BABY BAR: A Pop-Up Bar Concept
October 2025 | Vested Interest | South Bend, IN
In the fall of 2025, we turned a vacant 131-year-old South Bend garage into a one-night pop-up bar, in collaboration with Permit Pending and Vested Interest. We called it BABY BAR – a small, temporary bar that doubled as a love letter to tight, intimate hospitality: the kind of room where you don’t need much more than a few seats, a short drink list, and an excuse to brush shoulders and get a little more honest than you meant to. The namesake defined the scale and the mood: small, close, a little bit reckless, and instinctively romantic.
For one Friday in October, people entered through a half-open, unassuming garage off Tutt Street. Inside, we built a bar from scratch: lighting, signage, seating, curated drinks, and a soundtrack that made the whole place feel like a secret you’d only just been let in on. I handled the concept, visual identity, and bar build-out, from the name and graphics to the feeling of the room once people were inside. Due to city-sanctioned liquor limitations, we only had beer and wine to work with, which turned the drinks into another constraint to play with. We leaned into it by creating spritzes, highballs, and booze-forward mixed drinks using vermouths and amari, proving that you don’t need a full back bar to make a night feel generous.
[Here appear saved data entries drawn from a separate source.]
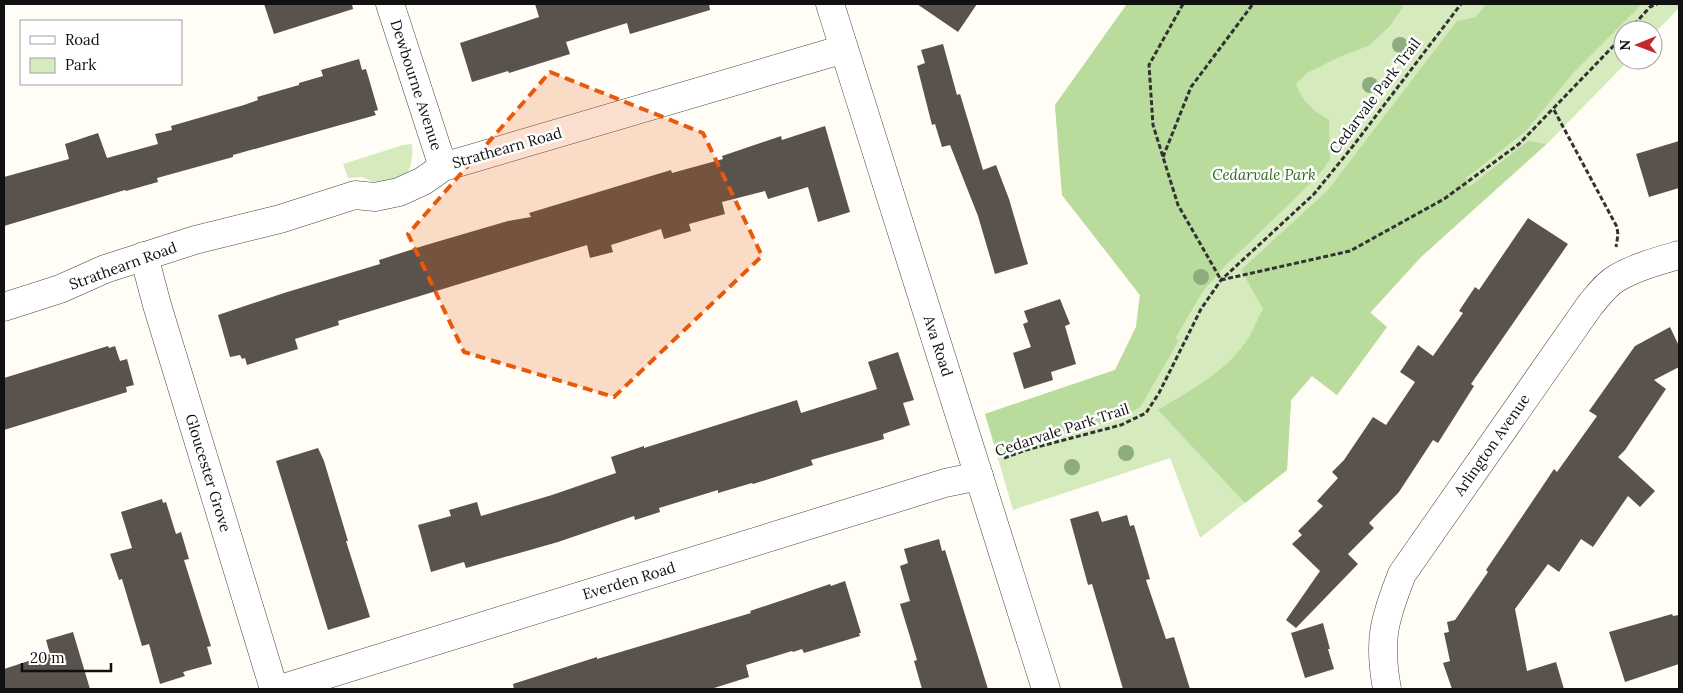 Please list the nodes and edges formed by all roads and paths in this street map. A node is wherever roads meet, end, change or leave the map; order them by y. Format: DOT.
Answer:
graph roads {
  1 [pos="390,4"];
  2 [pos="830,4"];
  3 [pos="1182,4"];
  4 [pos="1253,4"];
  5 [pos="1461,4"];
  6 [pos="1657,4"];
  7 [pos="1639,20"];
  8 [pos="1613,47"];
  9 [pos="844,49"];
  10 [pos="1554,110"];
  11 [pos="1163,156"];
  12 [pos="443,167"];
  13 [pos="1615,251"];
  14 [pos="1679,255"];
  15 [pos="144,256"];
  16 [pos="1221,280"];
  17 [pos="4,307"];
  18 [pos="979,476"];
  19 [pos="274,689"];
  20 [pos="280,689"];
  21 [pos="1046,689"];
  22 [pos="1387,689"];
  1 -- 12 [label="street, Dewbourne Avenue"];
  2 -- 9 [label="street, Ava Road"];
  3 -- 11 [label="path"];
  4 -- 11 [label="path"];
  5 -- 16 [label="path, Cedarvale Park Trail"];
  6 -- 7 [label="path"];
  8 -- 10 [label="path"];
  9 -- 12 [label="street, Strathearn Road"];
  9 -- 18 [label="street, Ava Road"];
  10 -- 13 [label="path"];
  10 -- 16 [label="path"];
  11 -- 16 [label="path"];
  12 -- 15 [label="street, Strathearn Road"];
  14 -- 22 [label="street, Arlington Avenue"];
  15 -- 17 [label="street, Strathearn Road"];
  15 -- 19 [label="street, Gloucester Grove"];
  16 -- 18 [label="path, Cedarvale Park Trail"];
  18 -- 20 [label="street, Everden Road"];
  18 -- 21 [label="street, Ava Road"];
} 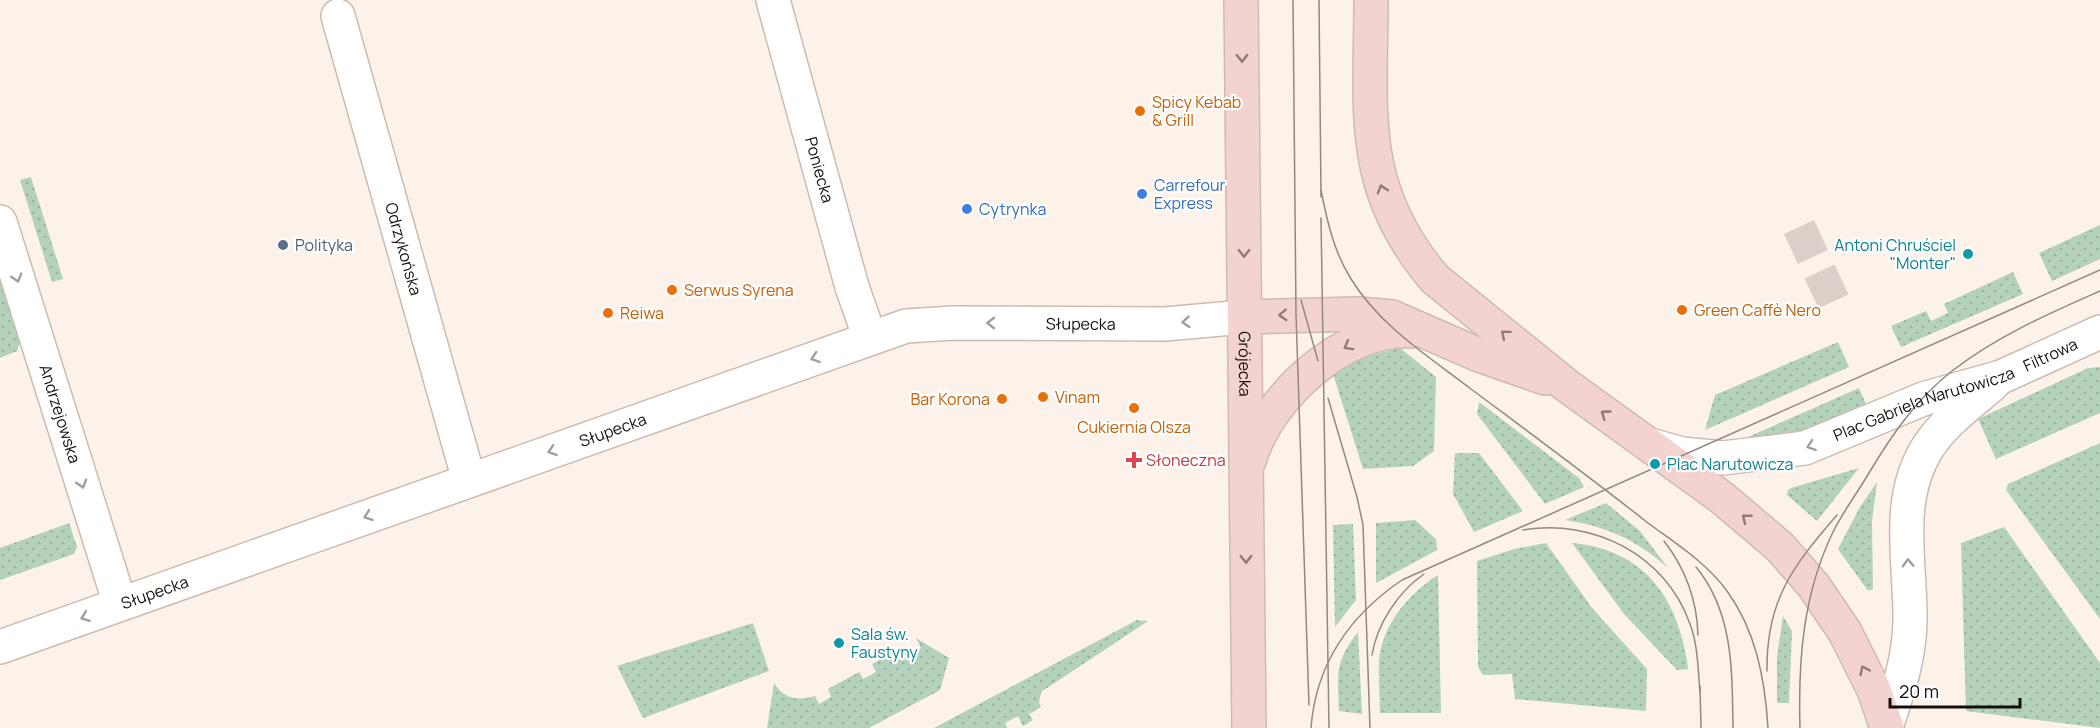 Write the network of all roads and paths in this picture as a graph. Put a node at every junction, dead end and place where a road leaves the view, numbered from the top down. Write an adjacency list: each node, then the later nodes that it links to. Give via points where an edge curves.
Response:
1 (773, 0): 8 (street, Poniecka)
2 (1241, 0): 6 (main road, Grójecka, one-way to 6)
3 (1371, 0): 11 (main road, one-way to 3, via 1435,279 1396,225 1374,154)
4 (338, 16): 14 (street, Odrzykońska)
5 (0, 222): 15 (street, Andrzejowska, one-way to 15)
6 (1244, 317): 8 (street, Słupecka, one-way to 8, via 1165,324 925,324); 9 (main road, one-way to 6, via 1378,314); 13 (main road, Grójecka)
7 (2100, 332): 10 (street, Filtrowa)
8 (870, 338): 14 (street, Słupecka, one-way to 14)
9 (1445, 339): 11 (main road); 13 (main road, one-way to 13, via 1395,330 1341,350 1310,373 1276,408 1252,450)
10 (2001, 377): 12 (street, Plac Gabriela Narutowicza, one-way to 12, via 1923,399 1829,439 1787,452 1705,457); 17 (street, Plac Gabriela Narutowicza, one-way to 10, via 1906,667 1910,621 1906,527 1916,469 1935,437)
11 (1566, 385): 12 (main road, Plac Gabriela Narutowicza, one-way to 11)
12 (1644, 443): 17 (main road, Plac Gabriela Narutowicza, one-way to 12, via 1845,632 1796,564 1760,529)
13 (1245, 472): 18 (main road, Grójecka, one-way to 18)
14 (469, 480): 15 (street, Słupecka, one-way to 15)
15 (120, 604): 16 (street, Słupecka, one-way to 16)
16 (0, 647)
17 (1887, 726)
18 (1249, 728) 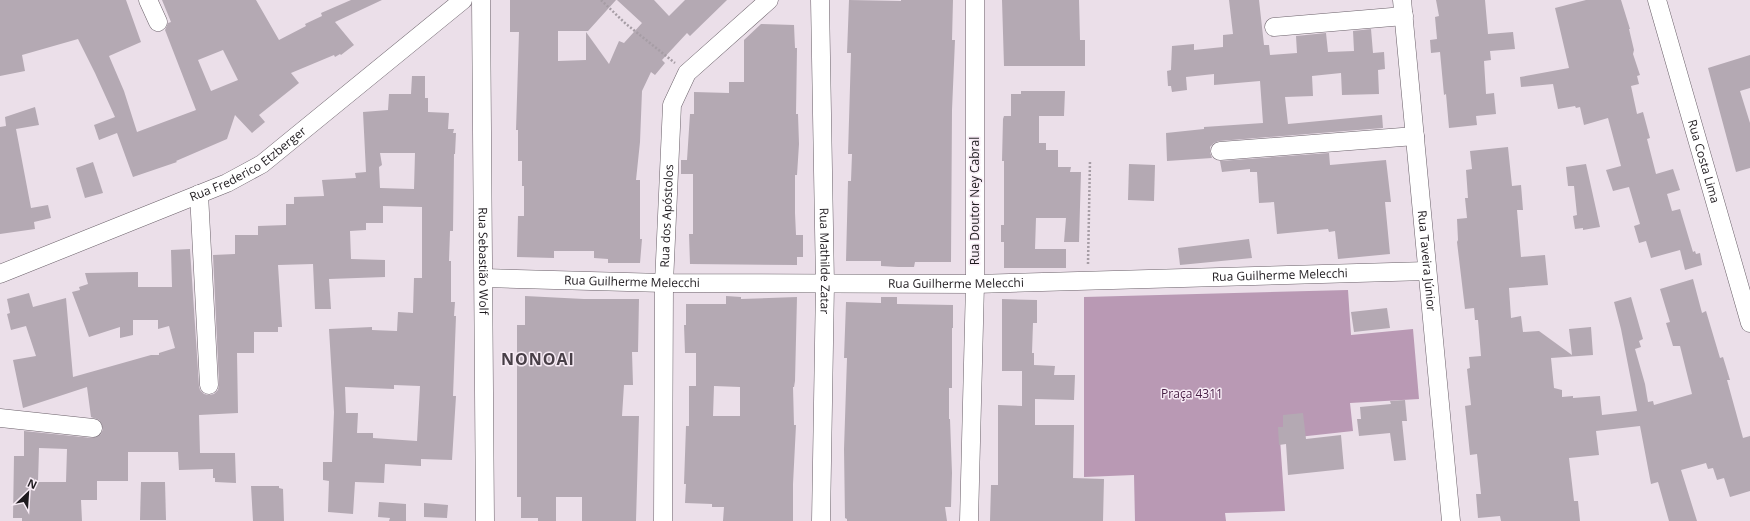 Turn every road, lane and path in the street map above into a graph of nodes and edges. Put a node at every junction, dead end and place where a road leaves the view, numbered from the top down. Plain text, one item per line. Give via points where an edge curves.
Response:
1 (148, 0) edge
2 (463, 0) edge
3 (481, 0) edge
4 (601, 0) edge
5 (769, 0) edge
6 (820, 0) edge
7 (976, 0) edge
8 (1657, 0) edge
9 (441, 7) edge
10 (1403, 8) edge
11 (158, 22) dead end
12 (1274, 26) dead end
13 (687, 73) junction
14 (1415, 136) junction
15 (1220, 151) dead end
16 (1090, 160) dead end
17 (199, 194) junction
18 (1427, 271) junction
19 (0, 274) edge
20 (484, 278) junction
21 (1087, 280) junction
22 (664, 283) junction
23 (824, 284) junction
24 (975, 284) junction
25 (1750, 323) edge
26 (209, 385) dead end
27 (0, 418) edge
28 (93, 428) dead end
29 (485, 521) edge
30 (663, 521) edge
31 (822, 521) edge
32 (969, 521) edge
33 (1451, 521) edge

1 - 11 street
2 - 9 street, Rua Frederico Etzberger
3 - 20 street, Rua Sebastião Wolf
4 - 13 path via 626,24
5 - 13 street, Rua dos Apóstolos
6 - 23 street, Rua Mathilde Zatar
7 - 24 street, Rua Doutor Ney Cabral
8 - 25 street, Rua Costa Lima
9 - 17 street, Rua Frederico Etzberger via 262,164 227,183
10 - 12 street
10 - 14 street, Rua Taveira Júnior
13 - 22 street, Rua dos Apóstolos via 672,105
14 - 15 street
14 - 18 street, Rua Taveira Júnior
16 - 21 path
17 - 19 street, Rua Frederico Etzberger
17 - 26 street
18 - 21 street, Rua Guilherme Melecchi
18 - 33 street, Rua Taveira Júnior
20 - 22 street, Rua Guilherme Melecchi
20 - 29 street, Rua Sebastião Wolf
21 - 24 street, Rua Guilherme Melecchi
22 - 23 street, Rua Guilherme Melecchi
22 - 30 street, Rua dos Apóstolos
23 - 24 street, Rua Guilherme Melecchi
23 - 31 street, Rua Mathilde Zatar
24 - 32 street, Rua Doutor Ney Cabral
27 - 28 street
I’m drawn to projects like this because they borrow from installation, hospitality, and performance all at once. As a disciple of Yi-Fu Tuan’s thinking around space and place, I’m fascinated with how quickly a room can change identity: a storage space, once gutted, becomes an ordinary garage; add a table and some shelving and it becomes a room; drag in a few cases of booze, glassware, and an old couch and suddenly that room becomes a bar. Finally, you add people, and it becomes an experience.
The guest is as integral to the final sum as the cash register or the wine fridge; without them, the bar is simply a backdrop. Once you move through that space, you become complicit in the stage and the social experiment. Who shows up? How long do they stay? What does it take for a raw space to feel like somewhere you want to linger?
BABY BAR took place two days before my 30th birthday, and although it functioned as a party, it was quietly a gift to myself. It gathered together so many impulses I’d been following for years: hospitality, collaboration, transformation, the pleasure of designing an experience people could physically step into. It felt like the culmination of things I’d been moving toward over the last decade, knowingly or not. More than anything, it proved that we could build an experience from the ground up, invite people into it, and watch it become something bigger the moment they arrived.